TUESDAY, 19 April – “The greatest project of the United Nations in Montenegro is still ahead of us,” said Mr. Alexander Avanessov, UN Resident Coordinator in Montenegro in his lecture about the United Nations held at the Law Faculty of the Mediteran University in Podgorica.
In a hall packed with students and professors, Mr. Avanessov spoke about the history, mandate, structure, reform and other relevant aspects of the World Organization.
He particularly explained the structure of the UN Family working in Montenegro and emphasized its supporting role to Montenegro in addressing national key priorities. “The general policy of the UN System in Montenegro is to support the country in addressing its national key priorities, including EU accession, Euro-Atlantic integrations and achieving the Millennium Development Goals,” said Mr. Avanessov, explaining the concept of “Delivering as One” through which UN agencies are reaching greater coherence, efficiency and better response in addressing national priorities.

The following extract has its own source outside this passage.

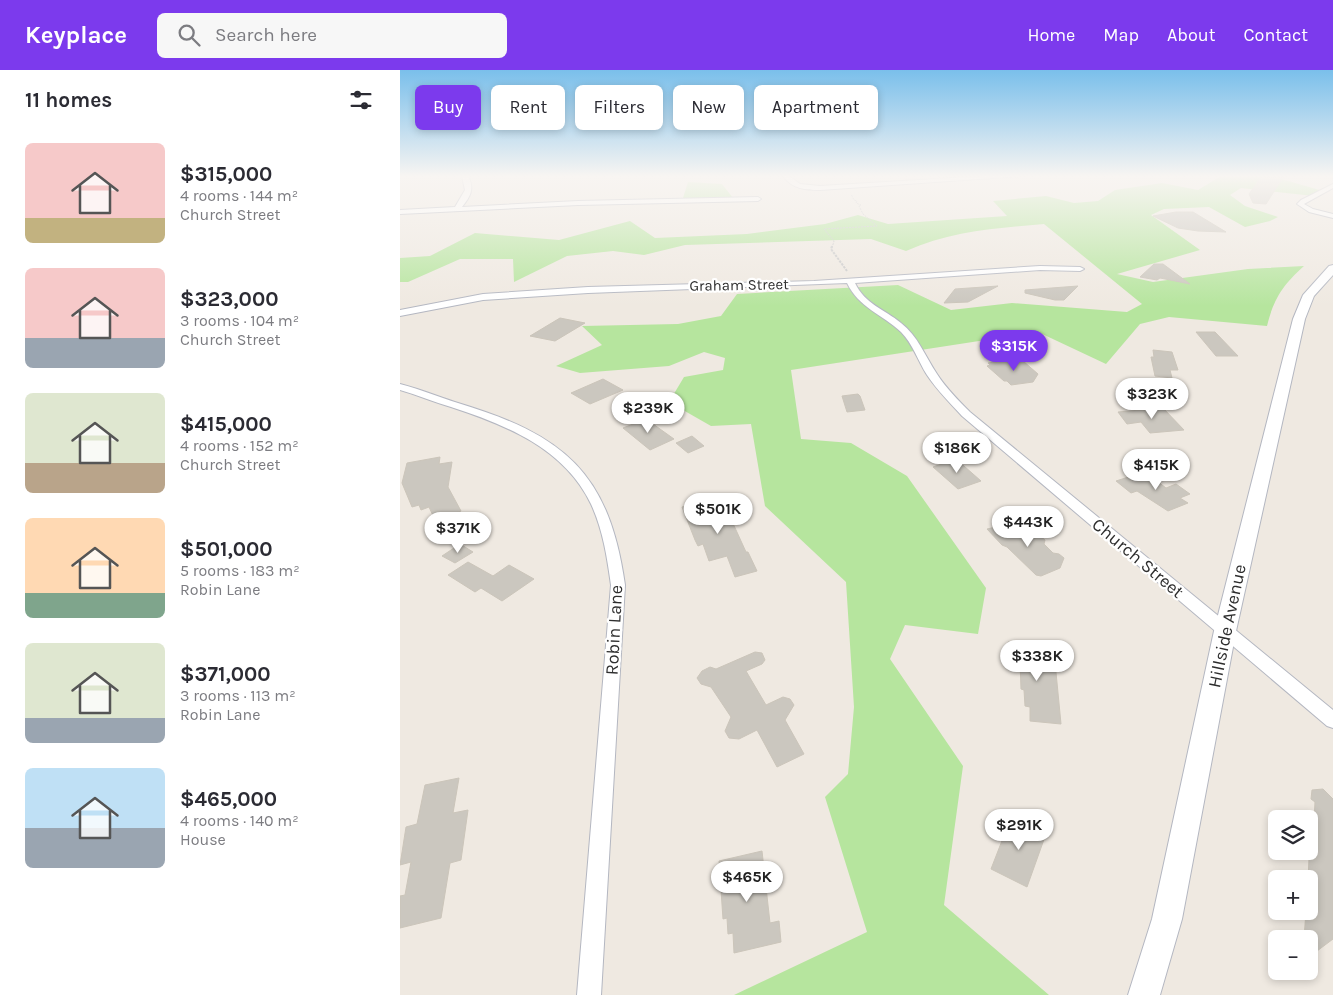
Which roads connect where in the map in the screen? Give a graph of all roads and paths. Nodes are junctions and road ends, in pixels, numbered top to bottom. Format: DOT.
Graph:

Mr. Avanessov also referred to UN’s main areas of support in Montenegro: social inclusion, democratic governance and economy and environment. “We basically bring the expertise to Montenegro in order to support development in certain areas like the rule of law, promotion of human rights, strengthening capacities at central and local levels, social inclusion of vulnerable groups, deinstitutionalization of persons with disabilities, creation of “green” jobs, addressing climate changes, dealing with health issues, remediation of ecological hot spots, etc,” said UN Resident Coordinator, adding that Montenegro has unique opportunities and capacities for development.
The UN Resident Coordinator highlighted the importance of partnerships with the Government, EU Delegation in Montenegro and other international partners, as well as partnerships with other stakeholders like Academia and civil sector. “We are here at the invitation of the Government of Montenegro. However, the partnership with the EU Delegation is of particular value, as well as cooperation with the civil sector. NGOs are involved in all projects and programs that the UN implements in Montenegro, in one way or another,” Mr. Avanessov emphasized.
The comprehensive lecture was followed by a very interactive discussion with students and professors, who expressed interests in various aspects of the United Nations, both in its global and national capacities, including one student’s dilemma whether the contributions of money by member states can determinate the influence within the UN. “Every state has the right of one vote in the UN. That vote canneither be bought by money nor can have a greater value because of the contribution amount,” Mr. Avanessov explained.
On behalf of the students, Dean of the Law Faculty Mr. Mladen Vukčević thanked Mr. Avanessov for a very useful lecture and suggested continuation of a constructive cooperation with the UN System in Montenegro.